Segment Start: Excerpted records

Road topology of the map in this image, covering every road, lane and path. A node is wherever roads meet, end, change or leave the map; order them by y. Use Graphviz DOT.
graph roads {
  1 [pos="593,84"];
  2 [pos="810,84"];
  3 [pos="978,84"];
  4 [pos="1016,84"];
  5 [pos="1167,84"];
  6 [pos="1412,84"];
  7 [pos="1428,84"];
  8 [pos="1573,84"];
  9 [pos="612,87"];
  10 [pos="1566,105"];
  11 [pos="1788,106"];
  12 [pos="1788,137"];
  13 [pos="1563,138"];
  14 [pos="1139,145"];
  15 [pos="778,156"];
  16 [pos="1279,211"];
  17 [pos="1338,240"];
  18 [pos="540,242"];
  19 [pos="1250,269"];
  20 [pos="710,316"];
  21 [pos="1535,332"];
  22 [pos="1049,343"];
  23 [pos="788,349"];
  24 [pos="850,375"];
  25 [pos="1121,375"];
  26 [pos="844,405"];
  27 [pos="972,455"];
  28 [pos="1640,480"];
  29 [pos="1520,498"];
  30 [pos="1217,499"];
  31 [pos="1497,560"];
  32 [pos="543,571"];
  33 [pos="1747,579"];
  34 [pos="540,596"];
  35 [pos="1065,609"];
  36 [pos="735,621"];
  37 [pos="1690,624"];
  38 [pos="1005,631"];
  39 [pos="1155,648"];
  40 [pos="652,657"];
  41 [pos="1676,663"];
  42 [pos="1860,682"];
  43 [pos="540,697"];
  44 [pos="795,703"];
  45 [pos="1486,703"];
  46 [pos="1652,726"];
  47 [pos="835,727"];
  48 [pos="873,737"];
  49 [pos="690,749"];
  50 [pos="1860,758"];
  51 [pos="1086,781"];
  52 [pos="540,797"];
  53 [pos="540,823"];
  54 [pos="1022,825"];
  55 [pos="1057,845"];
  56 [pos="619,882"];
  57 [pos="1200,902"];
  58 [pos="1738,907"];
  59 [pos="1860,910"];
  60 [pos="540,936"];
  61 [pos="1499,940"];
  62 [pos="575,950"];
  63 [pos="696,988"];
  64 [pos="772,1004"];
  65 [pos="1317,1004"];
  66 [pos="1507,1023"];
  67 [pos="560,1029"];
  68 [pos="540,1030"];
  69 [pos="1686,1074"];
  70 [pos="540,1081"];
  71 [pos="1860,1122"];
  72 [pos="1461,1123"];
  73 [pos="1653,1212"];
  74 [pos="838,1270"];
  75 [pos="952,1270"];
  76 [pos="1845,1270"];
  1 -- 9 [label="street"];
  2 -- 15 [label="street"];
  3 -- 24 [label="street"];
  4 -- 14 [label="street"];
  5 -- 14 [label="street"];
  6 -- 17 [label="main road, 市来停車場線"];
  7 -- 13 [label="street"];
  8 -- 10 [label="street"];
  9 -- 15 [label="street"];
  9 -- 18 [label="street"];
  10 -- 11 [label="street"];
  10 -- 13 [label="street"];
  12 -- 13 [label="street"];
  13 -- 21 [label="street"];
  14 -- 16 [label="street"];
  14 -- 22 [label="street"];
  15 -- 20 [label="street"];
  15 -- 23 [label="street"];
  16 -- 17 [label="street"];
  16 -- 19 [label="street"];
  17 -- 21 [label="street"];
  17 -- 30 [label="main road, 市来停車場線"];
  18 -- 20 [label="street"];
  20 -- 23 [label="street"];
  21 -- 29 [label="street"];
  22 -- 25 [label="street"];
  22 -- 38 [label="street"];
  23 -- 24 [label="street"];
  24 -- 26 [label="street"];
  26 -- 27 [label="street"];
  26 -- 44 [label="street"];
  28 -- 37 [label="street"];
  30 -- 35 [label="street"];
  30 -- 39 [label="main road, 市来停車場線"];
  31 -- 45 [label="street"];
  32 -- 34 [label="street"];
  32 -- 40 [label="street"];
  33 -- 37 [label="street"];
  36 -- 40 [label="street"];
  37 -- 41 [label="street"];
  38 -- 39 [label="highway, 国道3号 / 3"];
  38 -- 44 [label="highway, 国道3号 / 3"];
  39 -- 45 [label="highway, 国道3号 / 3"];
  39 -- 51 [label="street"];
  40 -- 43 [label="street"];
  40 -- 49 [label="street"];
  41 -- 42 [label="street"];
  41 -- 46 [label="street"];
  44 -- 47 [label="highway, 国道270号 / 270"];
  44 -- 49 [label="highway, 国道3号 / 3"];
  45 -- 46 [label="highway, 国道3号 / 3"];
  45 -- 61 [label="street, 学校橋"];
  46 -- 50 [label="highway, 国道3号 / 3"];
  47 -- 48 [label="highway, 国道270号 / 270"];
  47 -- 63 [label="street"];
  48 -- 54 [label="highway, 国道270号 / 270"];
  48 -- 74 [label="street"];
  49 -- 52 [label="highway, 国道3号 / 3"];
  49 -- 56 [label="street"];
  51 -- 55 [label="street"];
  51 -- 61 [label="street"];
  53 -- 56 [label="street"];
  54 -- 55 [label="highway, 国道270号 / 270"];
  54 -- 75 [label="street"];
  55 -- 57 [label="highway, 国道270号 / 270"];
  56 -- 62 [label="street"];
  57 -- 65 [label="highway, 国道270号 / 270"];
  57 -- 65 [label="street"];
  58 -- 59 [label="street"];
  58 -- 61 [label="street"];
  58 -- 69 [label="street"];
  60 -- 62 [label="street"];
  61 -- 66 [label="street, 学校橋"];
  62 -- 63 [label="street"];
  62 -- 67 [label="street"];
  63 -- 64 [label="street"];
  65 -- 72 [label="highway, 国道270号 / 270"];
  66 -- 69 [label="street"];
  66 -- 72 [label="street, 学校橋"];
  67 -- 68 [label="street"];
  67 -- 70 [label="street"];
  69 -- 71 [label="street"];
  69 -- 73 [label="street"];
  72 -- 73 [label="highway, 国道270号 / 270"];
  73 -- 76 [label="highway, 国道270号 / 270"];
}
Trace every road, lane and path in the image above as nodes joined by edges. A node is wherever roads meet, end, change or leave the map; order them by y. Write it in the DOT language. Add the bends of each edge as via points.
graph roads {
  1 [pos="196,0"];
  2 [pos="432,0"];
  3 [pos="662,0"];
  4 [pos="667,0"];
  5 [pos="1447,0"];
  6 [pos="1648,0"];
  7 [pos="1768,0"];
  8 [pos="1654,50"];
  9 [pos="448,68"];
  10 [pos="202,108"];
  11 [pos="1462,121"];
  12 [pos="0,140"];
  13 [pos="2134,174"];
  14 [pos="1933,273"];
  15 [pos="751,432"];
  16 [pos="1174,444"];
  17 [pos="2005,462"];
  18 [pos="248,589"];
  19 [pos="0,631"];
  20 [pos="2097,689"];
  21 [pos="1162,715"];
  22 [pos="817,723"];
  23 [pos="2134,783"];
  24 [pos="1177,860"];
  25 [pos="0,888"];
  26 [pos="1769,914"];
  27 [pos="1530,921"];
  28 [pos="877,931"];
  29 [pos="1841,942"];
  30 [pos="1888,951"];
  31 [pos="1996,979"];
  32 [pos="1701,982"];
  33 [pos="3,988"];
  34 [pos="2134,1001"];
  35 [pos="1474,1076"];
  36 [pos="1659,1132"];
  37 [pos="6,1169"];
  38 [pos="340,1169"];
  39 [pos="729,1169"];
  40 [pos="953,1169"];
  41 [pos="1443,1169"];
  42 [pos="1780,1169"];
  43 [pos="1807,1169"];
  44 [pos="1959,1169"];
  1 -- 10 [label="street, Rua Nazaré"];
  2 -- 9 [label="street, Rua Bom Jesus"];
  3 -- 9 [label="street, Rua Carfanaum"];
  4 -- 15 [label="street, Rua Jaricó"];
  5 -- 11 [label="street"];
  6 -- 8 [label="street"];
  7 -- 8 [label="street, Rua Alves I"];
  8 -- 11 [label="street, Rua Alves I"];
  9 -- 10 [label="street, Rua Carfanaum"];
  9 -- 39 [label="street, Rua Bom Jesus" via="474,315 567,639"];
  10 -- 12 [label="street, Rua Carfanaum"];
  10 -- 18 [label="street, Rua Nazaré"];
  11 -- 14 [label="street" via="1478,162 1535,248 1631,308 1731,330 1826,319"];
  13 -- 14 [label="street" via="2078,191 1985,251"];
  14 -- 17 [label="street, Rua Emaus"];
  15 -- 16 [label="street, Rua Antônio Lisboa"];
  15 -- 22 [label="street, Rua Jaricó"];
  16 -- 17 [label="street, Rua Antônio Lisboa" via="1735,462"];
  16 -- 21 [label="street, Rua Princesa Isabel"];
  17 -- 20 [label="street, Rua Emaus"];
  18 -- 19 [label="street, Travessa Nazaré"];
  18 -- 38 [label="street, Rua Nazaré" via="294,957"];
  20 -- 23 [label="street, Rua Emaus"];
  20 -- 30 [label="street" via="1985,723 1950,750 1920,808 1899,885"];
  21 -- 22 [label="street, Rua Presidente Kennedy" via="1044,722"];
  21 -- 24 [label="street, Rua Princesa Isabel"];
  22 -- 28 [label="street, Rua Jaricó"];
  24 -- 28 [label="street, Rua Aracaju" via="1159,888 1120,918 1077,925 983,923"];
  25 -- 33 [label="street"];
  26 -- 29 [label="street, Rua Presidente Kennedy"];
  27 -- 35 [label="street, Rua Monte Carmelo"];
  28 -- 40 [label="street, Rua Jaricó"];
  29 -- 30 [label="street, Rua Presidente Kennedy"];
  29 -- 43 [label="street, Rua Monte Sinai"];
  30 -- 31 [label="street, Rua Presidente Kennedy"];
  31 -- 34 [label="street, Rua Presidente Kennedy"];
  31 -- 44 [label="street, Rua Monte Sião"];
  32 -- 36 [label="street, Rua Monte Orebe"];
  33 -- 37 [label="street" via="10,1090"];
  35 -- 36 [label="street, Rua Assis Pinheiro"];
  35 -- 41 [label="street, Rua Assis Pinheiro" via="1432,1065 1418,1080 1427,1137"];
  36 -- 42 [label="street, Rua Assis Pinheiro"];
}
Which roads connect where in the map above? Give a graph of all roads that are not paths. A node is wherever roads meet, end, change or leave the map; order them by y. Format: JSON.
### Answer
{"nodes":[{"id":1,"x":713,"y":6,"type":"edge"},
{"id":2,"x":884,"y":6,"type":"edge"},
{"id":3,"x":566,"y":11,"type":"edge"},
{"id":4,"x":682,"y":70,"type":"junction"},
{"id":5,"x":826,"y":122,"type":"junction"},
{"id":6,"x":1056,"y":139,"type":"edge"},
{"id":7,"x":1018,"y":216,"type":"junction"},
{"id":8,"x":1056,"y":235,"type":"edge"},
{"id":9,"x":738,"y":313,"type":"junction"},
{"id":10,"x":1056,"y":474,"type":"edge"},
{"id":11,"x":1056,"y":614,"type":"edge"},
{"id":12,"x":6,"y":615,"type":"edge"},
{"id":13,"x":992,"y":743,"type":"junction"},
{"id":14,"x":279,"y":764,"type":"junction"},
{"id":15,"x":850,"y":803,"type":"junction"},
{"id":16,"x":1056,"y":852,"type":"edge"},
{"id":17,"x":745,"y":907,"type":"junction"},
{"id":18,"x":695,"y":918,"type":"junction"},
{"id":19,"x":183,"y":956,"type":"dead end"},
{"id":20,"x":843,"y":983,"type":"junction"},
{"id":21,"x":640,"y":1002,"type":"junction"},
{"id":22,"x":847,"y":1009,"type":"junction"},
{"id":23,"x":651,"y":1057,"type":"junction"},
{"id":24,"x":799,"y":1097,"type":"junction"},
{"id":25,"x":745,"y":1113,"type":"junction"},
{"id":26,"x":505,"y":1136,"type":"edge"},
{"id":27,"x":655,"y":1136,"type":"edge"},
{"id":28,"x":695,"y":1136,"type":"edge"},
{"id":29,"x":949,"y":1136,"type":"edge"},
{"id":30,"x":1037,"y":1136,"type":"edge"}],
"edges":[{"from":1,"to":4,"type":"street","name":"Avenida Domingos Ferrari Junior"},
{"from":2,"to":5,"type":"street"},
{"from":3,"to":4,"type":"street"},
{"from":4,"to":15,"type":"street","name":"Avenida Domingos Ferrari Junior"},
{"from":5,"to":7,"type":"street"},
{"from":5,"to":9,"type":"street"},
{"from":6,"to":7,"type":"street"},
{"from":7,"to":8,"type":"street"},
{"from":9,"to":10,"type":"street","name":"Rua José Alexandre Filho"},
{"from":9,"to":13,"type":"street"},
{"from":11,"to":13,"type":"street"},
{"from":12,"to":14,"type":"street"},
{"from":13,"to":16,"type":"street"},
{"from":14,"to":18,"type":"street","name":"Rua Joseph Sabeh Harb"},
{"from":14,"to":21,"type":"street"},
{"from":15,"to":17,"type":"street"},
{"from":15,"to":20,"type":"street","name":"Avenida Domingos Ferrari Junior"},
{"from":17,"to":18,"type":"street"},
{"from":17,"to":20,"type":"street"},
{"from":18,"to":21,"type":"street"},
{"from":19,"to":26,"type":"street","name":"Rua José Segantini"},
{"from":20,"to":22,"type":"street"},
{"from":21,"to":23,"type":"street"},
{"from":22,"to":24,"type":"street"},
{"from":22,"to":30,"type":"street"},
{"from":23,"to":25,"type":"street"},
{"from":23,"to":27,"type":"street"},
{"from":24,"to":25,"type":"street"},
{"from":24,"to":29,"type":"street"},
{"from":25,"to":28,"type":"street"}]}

Segment End: Excerpted records

## Problem to solve
When the word "Princesa" shows up in a line of the material, count that line; report only the final number.

## Exercise answer
2